BUILDING: Tale Of Two Cape Builders
Recent Western Cape Business News
JUST how tough (and tricky) the building supplies market is at the moment was probably perfectly illustrated in the contrasting performances by two highly rated Cape contenders, Afrimat and Mazor.
Although these companies service very different markets, their respective performances are probably quite telling as regards the ebbs and flows of large contract work in the broader construction sector at this delicate juncture of the economic cycle.
Afrimat, if anything, looks like the last man standing (tall) amongst the Western Cape based building supplies specialists.
It posted a 13% hike in revenue to R778 million and a 15% increase in pre-tax profits to R109 million for the year to end February 2010.
Afrimat’s performance stands in stark contrast to recent results achieved by Portland (owned by WG Wearne) and Megamix/Villiers-dorp Quarries (owned by Qargent Industrial).
Perhaps the biggest reason for Afrimat’s robust showing could be its geographic diversity with earnings contributions – which were once heavily weighted towards the Western Cape and KwaZulu-Natal – now spread more evenly throughout SA.
The group is also in the fortunate position of servicing some large scale public sector infrastructure projects. This would include work around the Medupi and Kusile power stations as well as road contracts countrywide.
Aggregates once again showed up well for Afrimat with this division accounting for around three-quarters of total operating profits with a hefty of R84 million.
Interestingly, one of the star performers for the aggregates division was the Denver Quarry in Port Elizabeth.
Afrimat’s readymix cement division was a tad more brittle – especially in the Western Cape. CEO Andries van Heerden reported that readymix concrete was severely affected by a sharp decline in volumes in the region due to a ‘generally poor economy’.

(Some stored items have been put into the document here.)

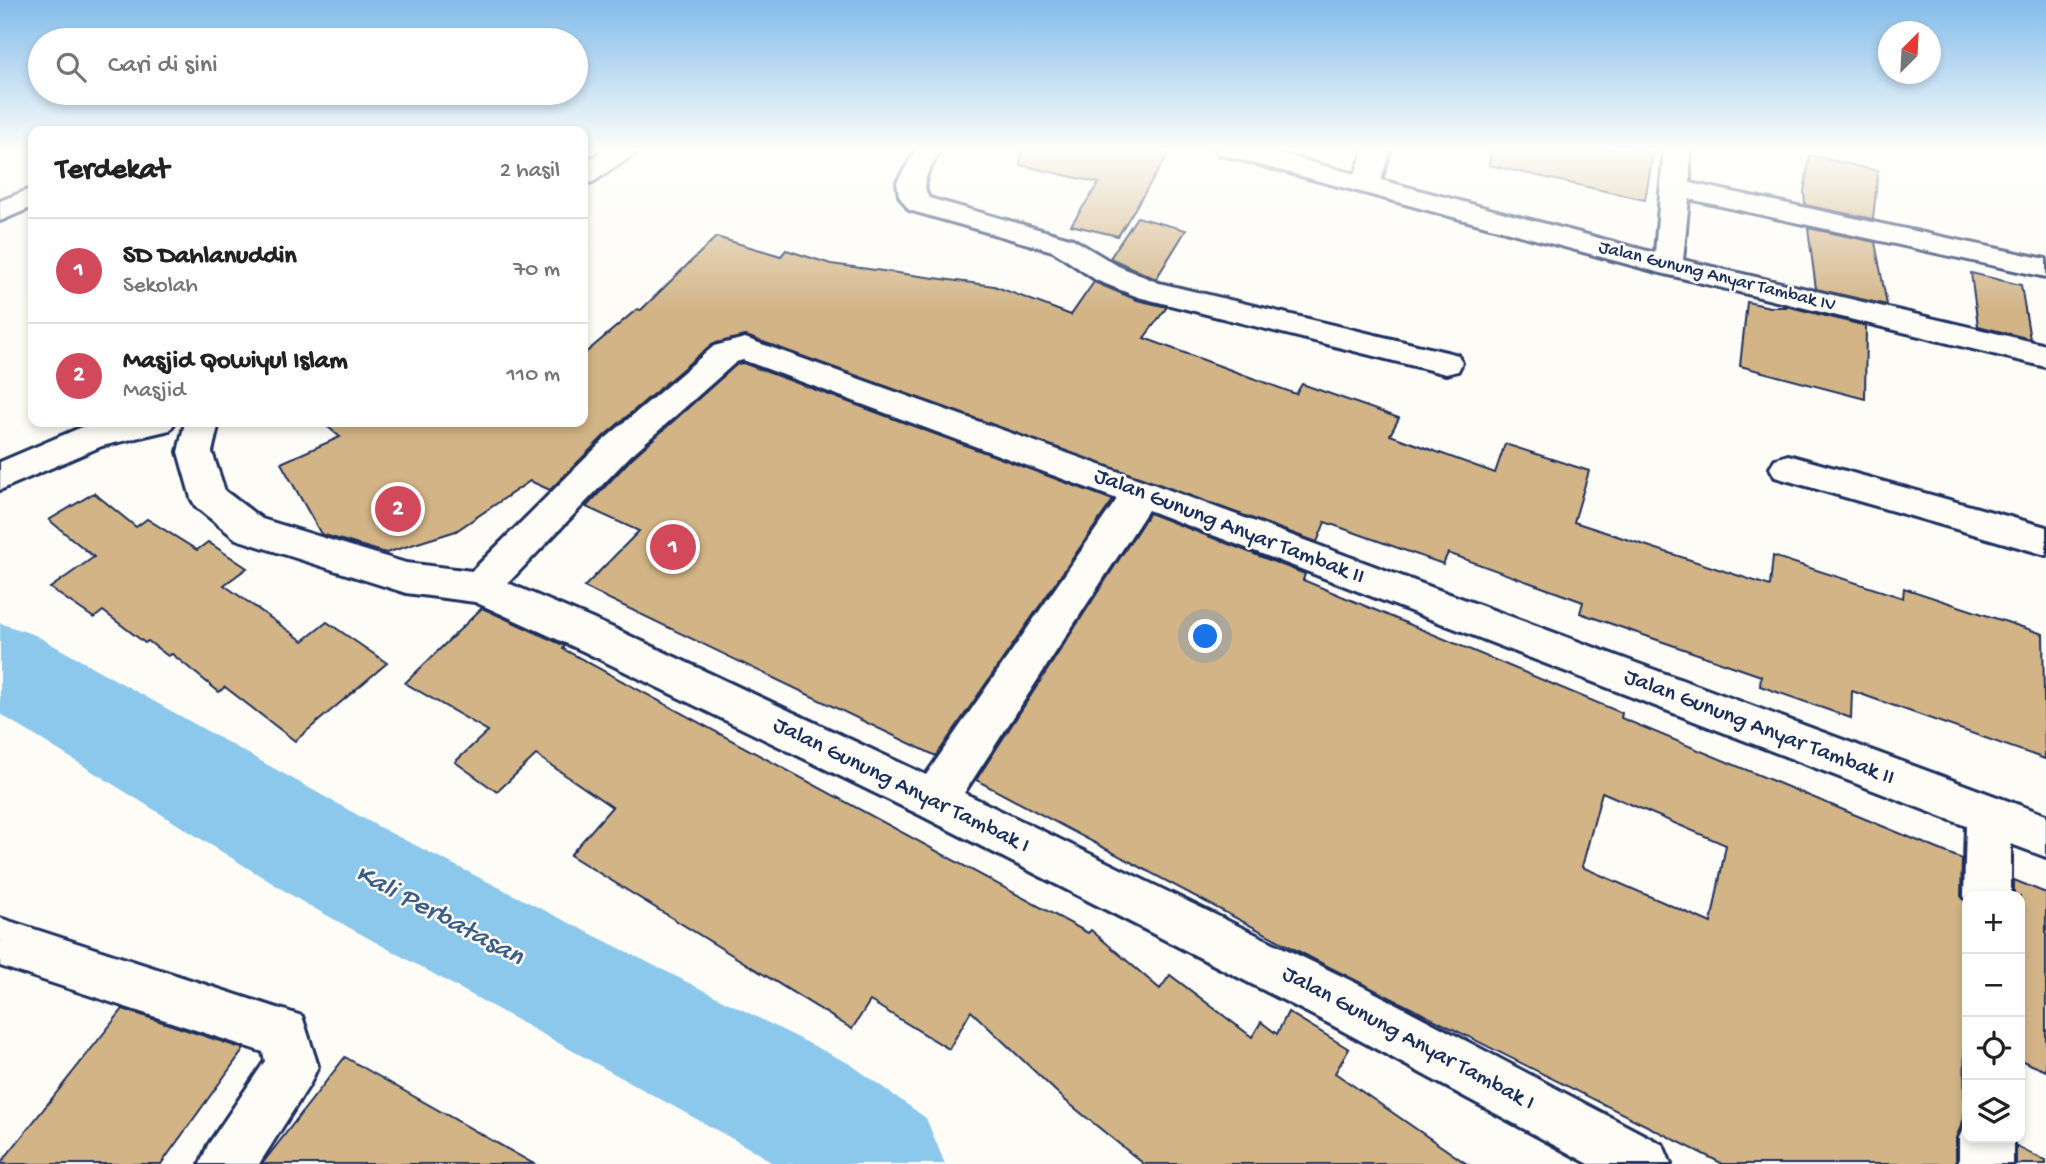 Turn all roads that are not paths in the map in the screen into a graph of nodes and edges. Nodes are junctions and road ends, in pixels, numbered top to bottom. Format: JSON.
{"nodes":[{"id":1,"x":20,"y":202,"type":"edge"},
{"id":2,"x":917,"y":202,"type":"edge"},
{"id":3,"x":1427,"y":202,"type":"edge"},
{"id":4,"x":1675,"y":202,"type":"edge"},
{"id":5,"x":1742,"y":202,"type":"edge"},
{"id":6,"x":0,"y":212,"type":"edge"},
{"id":7,"x":1668,"y":266,"type":"junction"},
{"id":8,"x":2046,"y":268,"type":"edge"},
{"id":9,"x":2046,"y":356,"type":"edge"},
{"id":10,"x":1446,"y":363,"type":"dead end"},
{"id":11,"x":135,"y":427,"type":"edge"},
{"id":12,"x":201,"y":427,"type":"edge"},
{"id":13,"x":1788,"y":468,"type":"dead end"},
{"id":14,"x":0,"y":477,"type":"edge"},
{"id":15,"x":1140,"y":493,"type":"junction"},
{"id":16,"x":2046,"y":541,"type":"edge"},
{"id":17,"x":480,"y":587,"type":"junction"},
{"id":18,"x":934,"y":800,"type":"junction"},
{"id":19,"x":1989,"y":816,"type":"junction"},
{"id":20,"x":2046,"y":836,"type":"edge"},
{"id":21,"x":1988,"y":891,"type":"edge"},
{"id":22,"x":0,"y":942,"type":"edge"},
{"id":23,"x":1986,"y":1143,"type":"edge"},
{"id":24,"x":227,"y":1164,"type":"edge"},
{"id":25,"x":1644,"y":1164,"type":"edge"},
{"id":26,"x":1986,"y":1164,"type":"edge"}],
"edges":[{"from":1,"to":6,"type":"street"},
{"from":2,"to":10,"type":"street"},
{"from":3,"to":7,"type":"street","name":"Jalan Gunung Anyar Tambak IV"},
{"from":4,"to":7,"type":"street"},
{"from":5,"to":8,"type":"street"},
{"from":7,"to":9,"type":"street","name":"Jalan Gunung Anyar Tambak IV"},
{"from":11,"to":14,"type":"street"},
{"from":12,"to":17,"type":"street","name":"Jalan Gunung Anyar Tambak I"},
{"from":13,"to":16,"type":"street"},
{"from":15,"to":17,"type":"street","name":"Jalan Gunung Anyar Tambak II"},
{"from":15,"to":18,"type":"street"},
{"from":15,"to":19,"type":"street","name":"Jalan Gunung Anyar Tambak II"},
{"from":17,"to":18,"type":"street","name":"Jalan Gunung Anyar Tambak I"},
{"from":18,"to":25,"type":"street","name":"Jalan Gunung Anyar Tambak I"},
{"from":19,"to":20,"type":"street","name":"Jalan Gunung Anyar Tambak II"},
{"from":19,"to":21,"type":"street"},
{"from":22,"to":24,"type":"street"},
{"from":23,"to":26,"type":"street"}]} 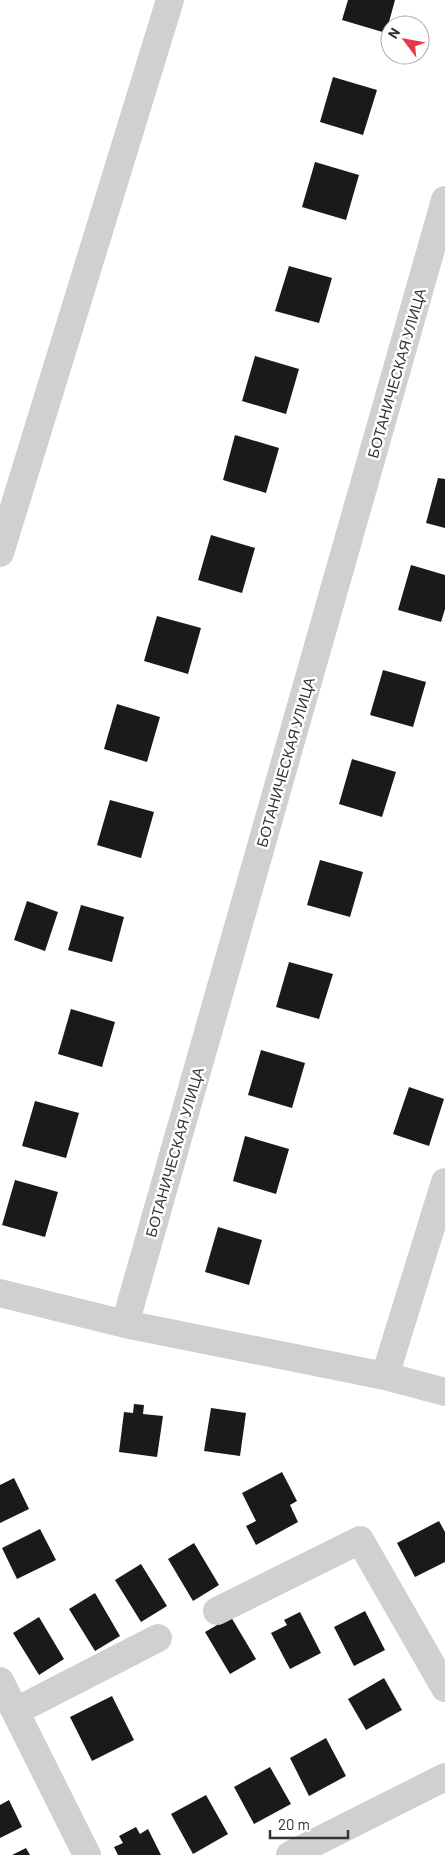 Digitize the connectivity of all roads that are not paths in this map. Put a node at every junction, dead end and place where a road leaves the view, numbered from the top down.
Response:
1 (170, 0) edge
2 (445, 200) edge
3 (0, 553) edge
4 (445, 1182) edge
5 (0, 1293) edge
6 (125, 1324) junction
7 (385, 1376) junction
8 (445, 1392) edge
9 (217, 1610) dead end
10 (158, 1638) dead end
11 (0, 1681) edge
12 (445, 1688) edge
13 (16, 1711) junction
14 (445, 1777) edge
15 (87, 1855) edge
16 (290, 1855) edge

1 - 3 street
2 - 6 street, БОТАНИЧЕСКАЯ УЛИЦА
4 - 7 street
5 - 6 street
6 - 7 street
7 - 8 street
9 - 12 street
10 - 13 street
11 - 13 street
13 - 15 street
14 - 16 street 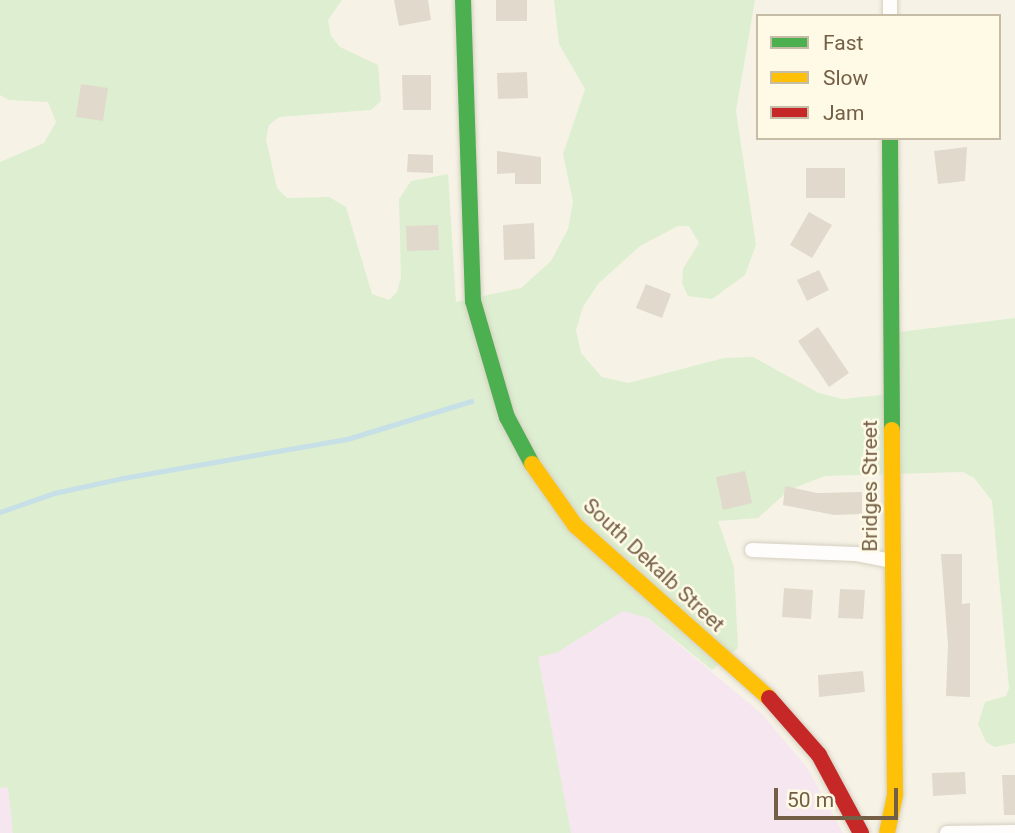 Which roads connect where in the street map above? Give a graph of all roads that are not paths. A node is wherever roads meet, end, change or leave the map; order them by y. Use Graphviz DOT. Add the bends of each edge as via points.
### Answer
graph roads {
  1 [pos="463,0"];
  2 [pos="890,140"];
  3 [pos="752,550"];
  4 [pos="891,561"];
  5 [pos="1015,832"];
  6 [pos="861,833"];
  7 [pos="887,833"];
  8 [pos="947,833"];
  1 -- 6 [label="main road, South Dekalb Street" via="473,301 507,417 535,469 575,525 788,715 819,755"];
  2 -- 4 [label="main road, Bridges Street"];
  3 -- 4 [label="street" via="856,554"];
  4 -- 7 [label="main road, Bridges Street" via="895,794"];
  5 -- 8 [label="street"];
} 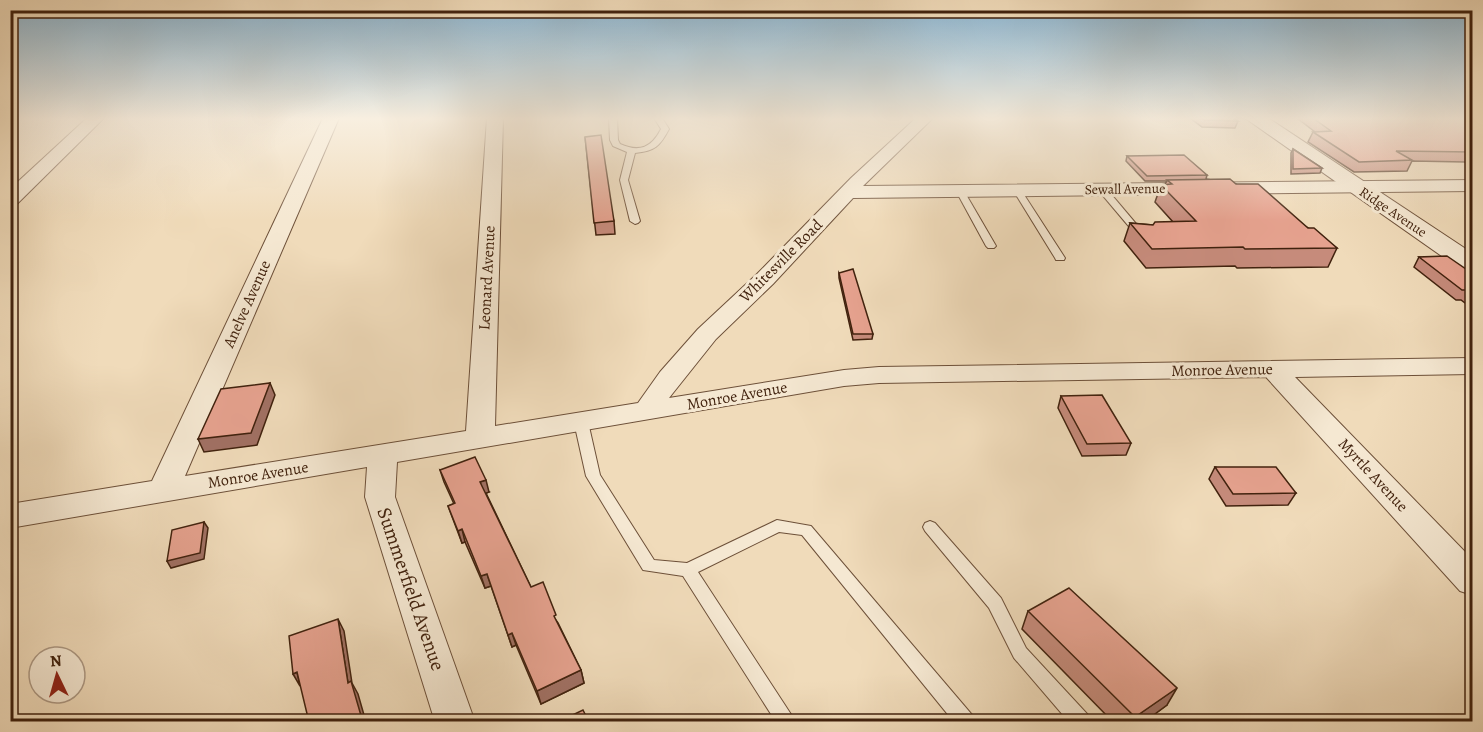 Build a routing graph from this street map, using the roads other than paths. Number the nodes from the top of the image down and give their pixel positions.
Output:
1 (60, 152) edge
2 (316, 152) edge
3 (493, 152) edge
4 (631, 152) edge
5 (890, 152) edge
6 (1305, 152) edge
7 (1473, 186) edge
8 (1356, 187) junction
9 (1102, 189) junction
10 (1017, 190) junction
11 (960, 191) junction
12 (849, 192) junction
13 (10, 200) edge
14 (635, 221) dead end
15 (1144, 239) edge
16 (991, 246) dead end
17 (1059, 258) dead end
18 (1473, 265) edge
19 (1473, 366) edge
20 (1273, 369) junction
21 (646, 412) junction
22 (581, 423) junction
23 (480, 439) junction
24 (383, 455) junction
25 (163, 491) junction
26 (10, 516) edge
27 (930, 527) dead end
28 (688, 570) junction
29 (1473, 581) edge
30 (456, 722) edge
31 (788, 722) edge
32 (966, 722) edge
33 (1082, 722) edge

1 - 13 street
2 - 25 street, Anelve Avenue
3 - 23 street, Leonard Avenue
4 - 14 lane
5 - 12 street, Whitesville Road
6 - 8 street, Ridge Avenue
7 - 8 street, Sewall Avenue
8 - 9 street, Sewall Avenue
8 - 18 street, Ridge Avenue
9 - 10 street, Sewall Avenue
9 - 15 lane
10 - 11 street, Sewall Avenue
10 - 17 lane
11 - 12 street, Sewall Avenue
11 - 16 lane
12 - 21 street, Whitesville Road
19 - 20 street, Monroe Avenue
20 - 21 street, Monroe Avenue
20 - 29 street, Myrtle Avenue
21 - 22 street, Monroe Avenue
22 - 23 street, Monroe Avenue
22 - 28 lane
23 - 24 street, Monroe Avenue
24 - 25 street, Monroe Avenue
24 - 30 street, Summerfield Avenue
25 - 26 street, Monroe Avenue
27 - 33 lane
28 - 31 lane
28 - 32 lane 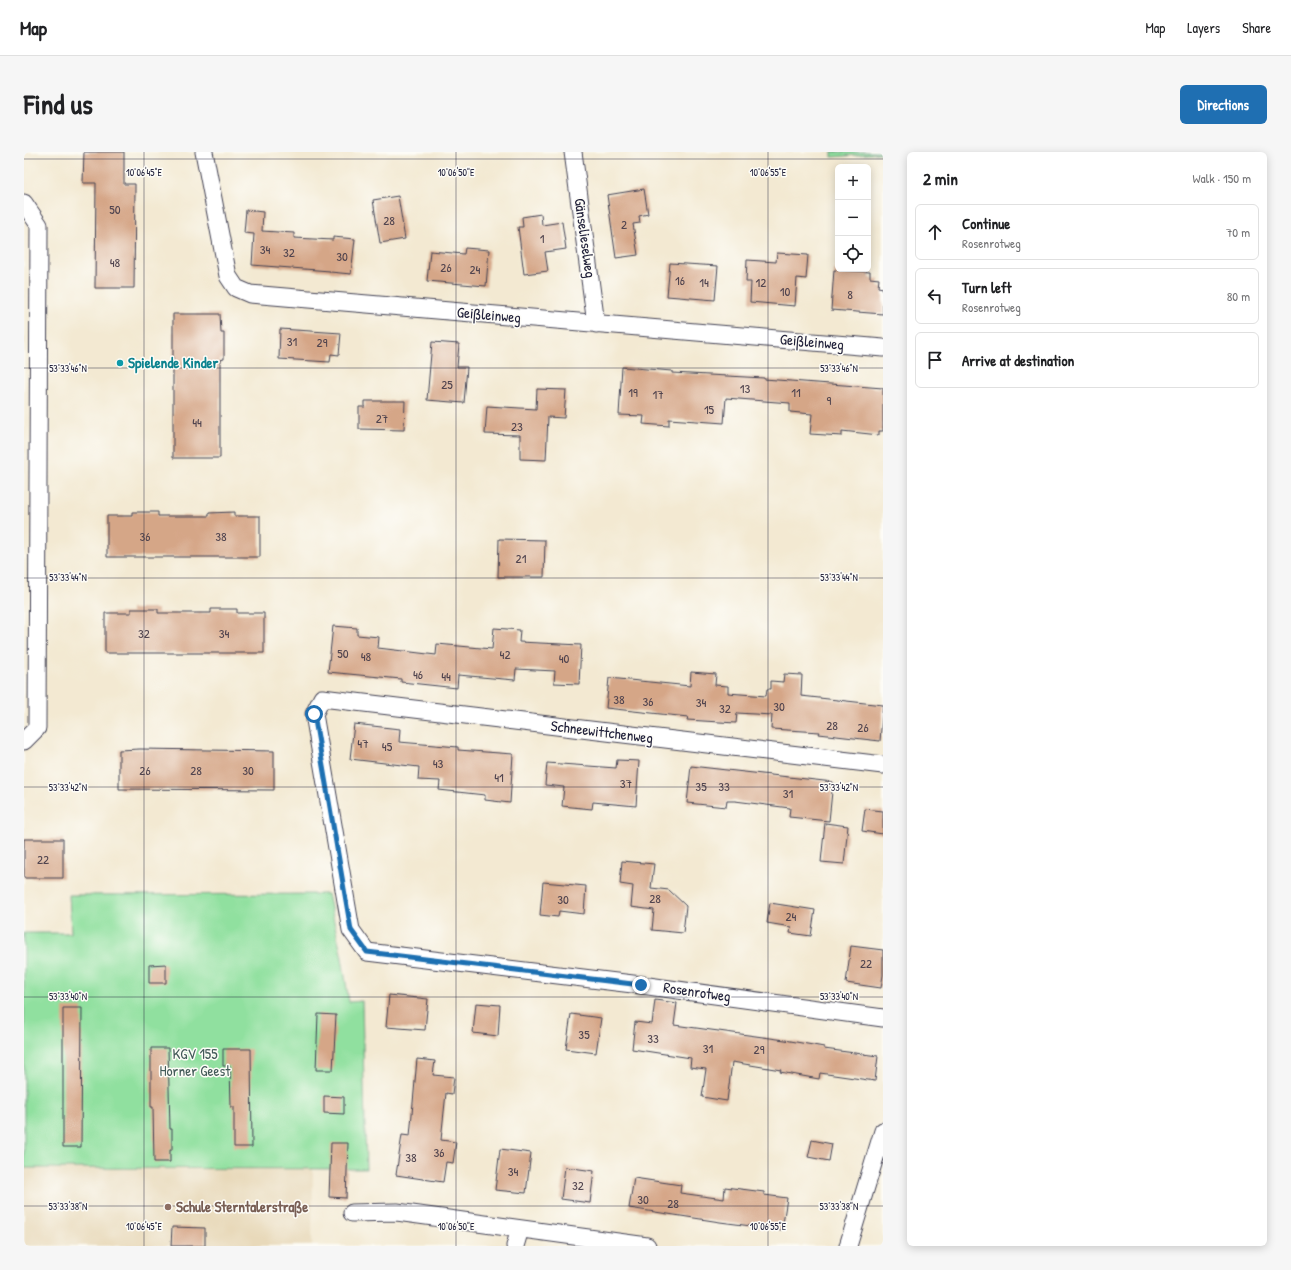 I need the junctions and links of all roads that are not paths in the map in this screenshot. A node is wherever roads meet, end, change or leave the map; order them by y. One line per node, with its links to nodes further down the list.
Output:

While it seems Afrimat’s Cape markets took further strain during the year, it seems van Heerden is still hopeful of a short to medium term recovery.
He believes the Western Cape will deliver more project allocations such as the N1 and N2 Winelands road projects (which are currently out to tender).
Mazor – which specialises in steel, aluminium and glass cladding – appeared to hit the doldrums in the second half of the year to end February 2010.
After a very encouraging interim showing (when revenue and profits were up substantially), Mazor finished the financial year with turnover slightly down 7.5% at R274 million and bottom line income almost halved to R34 million (previous year: R64 million).
Group CEO Ronnie Mazor bemoans the cancellation of public and private sector projects during the second half of the financial year due to the lack of available funding and credit concerns around the global financial crisis.
He says the slowdown was felt in slower regional economies like the Western Cape – Mazor’s traditional operating base.
Mazor also says profit margins were also hammered by intensified competition in the contracting market.
A divisional review shows operating profit from aluminium dropping from R31 million in 2009 to R22.5 million, while the steel division saw a fall in operating profits from R49 million in 2009 to R34 million.
Mazor’s fledgling glass division – which moved into the Port Elizabeth market in April via Independent Glass - posted a bigger loss of R9.5 million despite hiking turnover by over R20 million to R63 million.
Mazor says the short-term outlook for Mazor Aluminium and Mazor Steel remains weak. But he says the construction market will most likely rebound in 2011 when projects become more viable on a loosening of credit restrictions and the increased availability of funds.
Fortunately for both Afrimat and Mazor both companies have the resources to ride out further market pressures. Both companies have healthy cash balances that even allow the respective directors the luxury of declaring generous dividends to shareholders.